Next time you’re at the pharmacy picking up some of your bare essentials, pick up a box of latex gloves. They come in handy for a variety of household chores but aside from keeping a couple pairs in my first-aid kit, I use them the most in the kitchen. I am not talking about some sort of kinky affair over the stove… Umm, wait… where was I?
Latex gloves are key for messy jobs in the kitchen or when dealing with spice. Some of the oils tend to stick to skin and so if you happen to rub your eye for any reason it may end up stinging pretty badly. They are great for handling chicken, mixing marinades with your hands, cooking any ingredient that stains (like beets and pomegranate), slicing and dicing hot peppers, anything and everything that’s messy.

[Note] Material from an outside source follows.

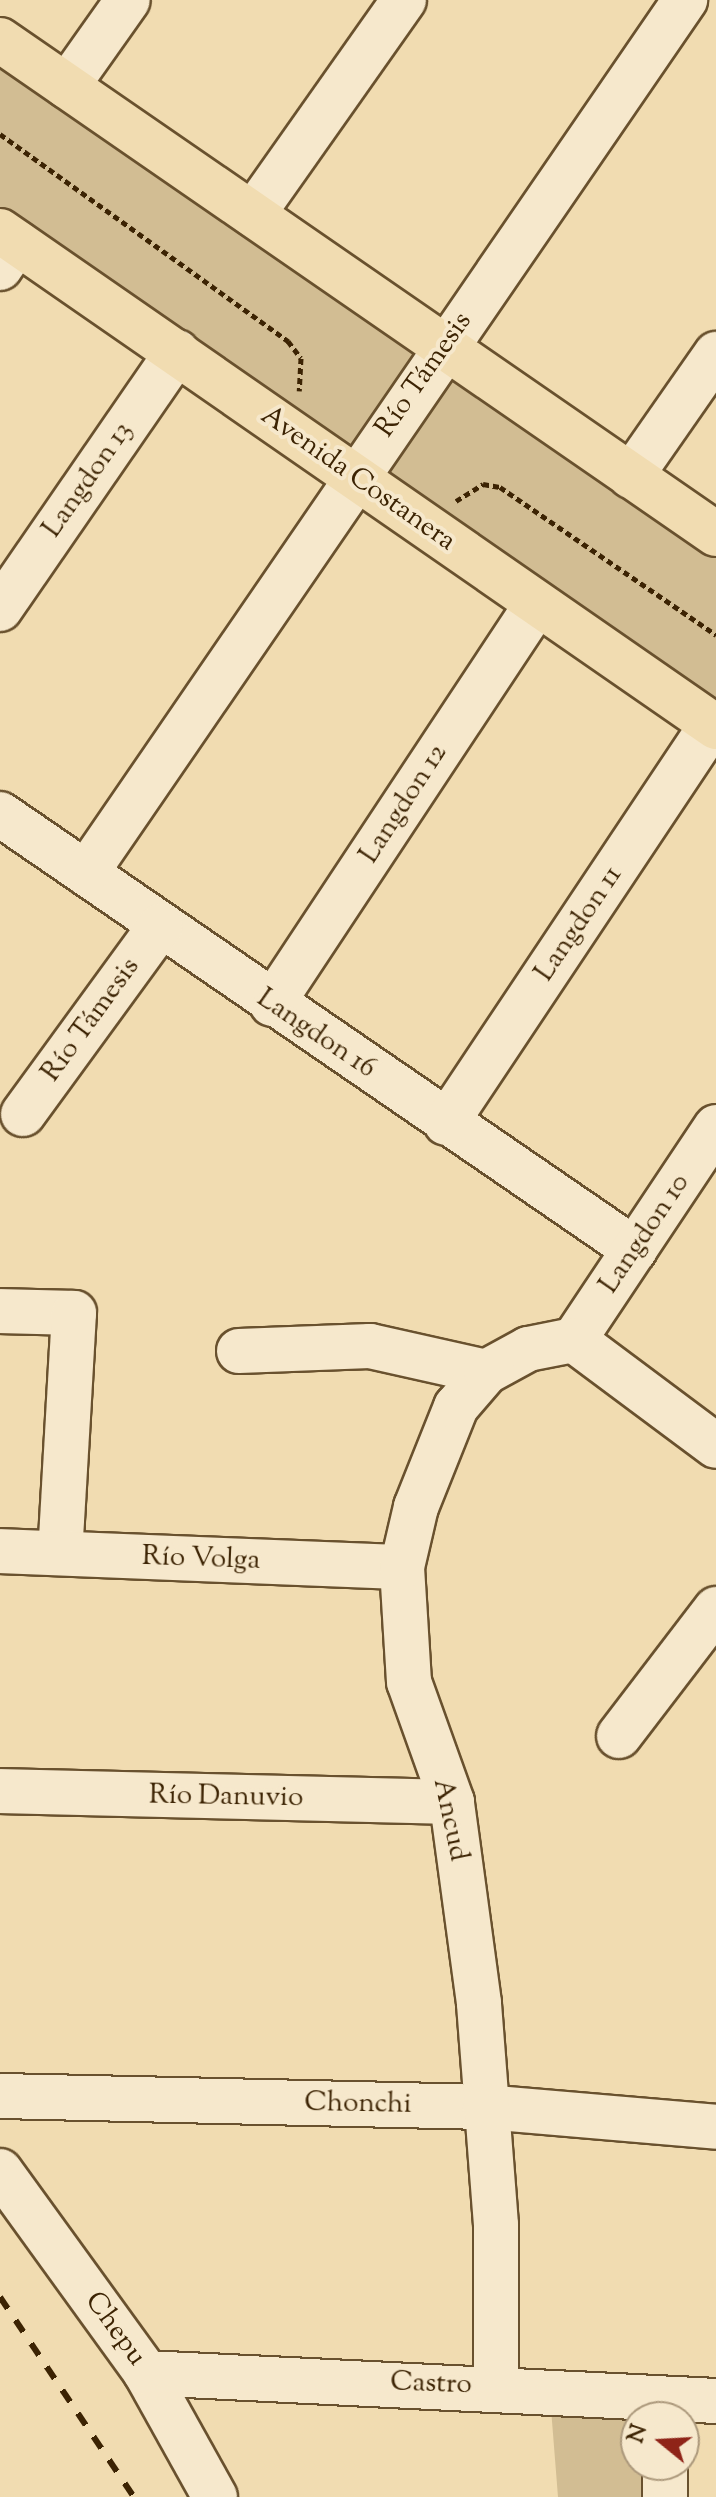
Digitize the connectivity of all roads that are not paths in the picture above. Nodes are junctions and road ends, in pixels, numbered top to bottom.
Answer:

Funny story; true story! The first time I made salsa verde, I had gone to the Jean-Talon market and picked up a basket of fresh jalapeños. Upon eyeing them my mouth started salivating over the roasted pepper salsa I instantly whipped up in my mind. It was going to be great! Perfect for the dinner I was hosting the following evening. Paid and wrapped up, I went home, turned on the grill and plopped on the dozen jalapeños I had just acquired. As they were charring away, I prepped garlic, onions, cilantro, lemon and olive oil. Off the grill, into a bowl and covered in plastic wrap to cool. This was my first attempt at salsa verde and this version of my recipe did not include any green peppers, only jalapeños, lots of them and no latex gloves in sight. The technique of charring jalapeños and letting them cool under plastic wrap also works for sweet peppers. The condensation from the heat under the plastic wrap is what helps the skin of the peppers separate from its flesh. So I start peeling the skin off and scraping out the seeds. I have cleaned out nearly half of the jalapeños when the tip of my fingers starts to tingle. As I work my way through the rest of them the tingling turns into burning. Finally, the batch of peppers is cleaned out and in the food processor, along with the other ingredients.
I rinse and wash, and re-rinse and re-wash my hands but there is nothing to be done. My fingers are burning and throbbing. I taste the salsa with a nacho and it is unbearably hot. I can handle my share of spicy food and hot sauces, but this was beyond what my taste buds were capable of wrangling. There was no way I could serve that to guests. So I take some of that salsa and add equal parts sour cream to the mix but it is still too spicy. I added more ingredients, different ingredients in an attempt to salvage my plan for appetizers at my dinner party. Nothing to be done and at this point not only is my mouth on fire but the burning has moved to the majority of the hand. I eventually went to bed with an ice pack held dearly in my hands and finally managed to fall asleep. The next morning I woke up to hands and fingers not only still searing from the jalapeños but red from the irritation. Needless to say, I opted for a different appetizer that day.
So please remember, no glove, no love!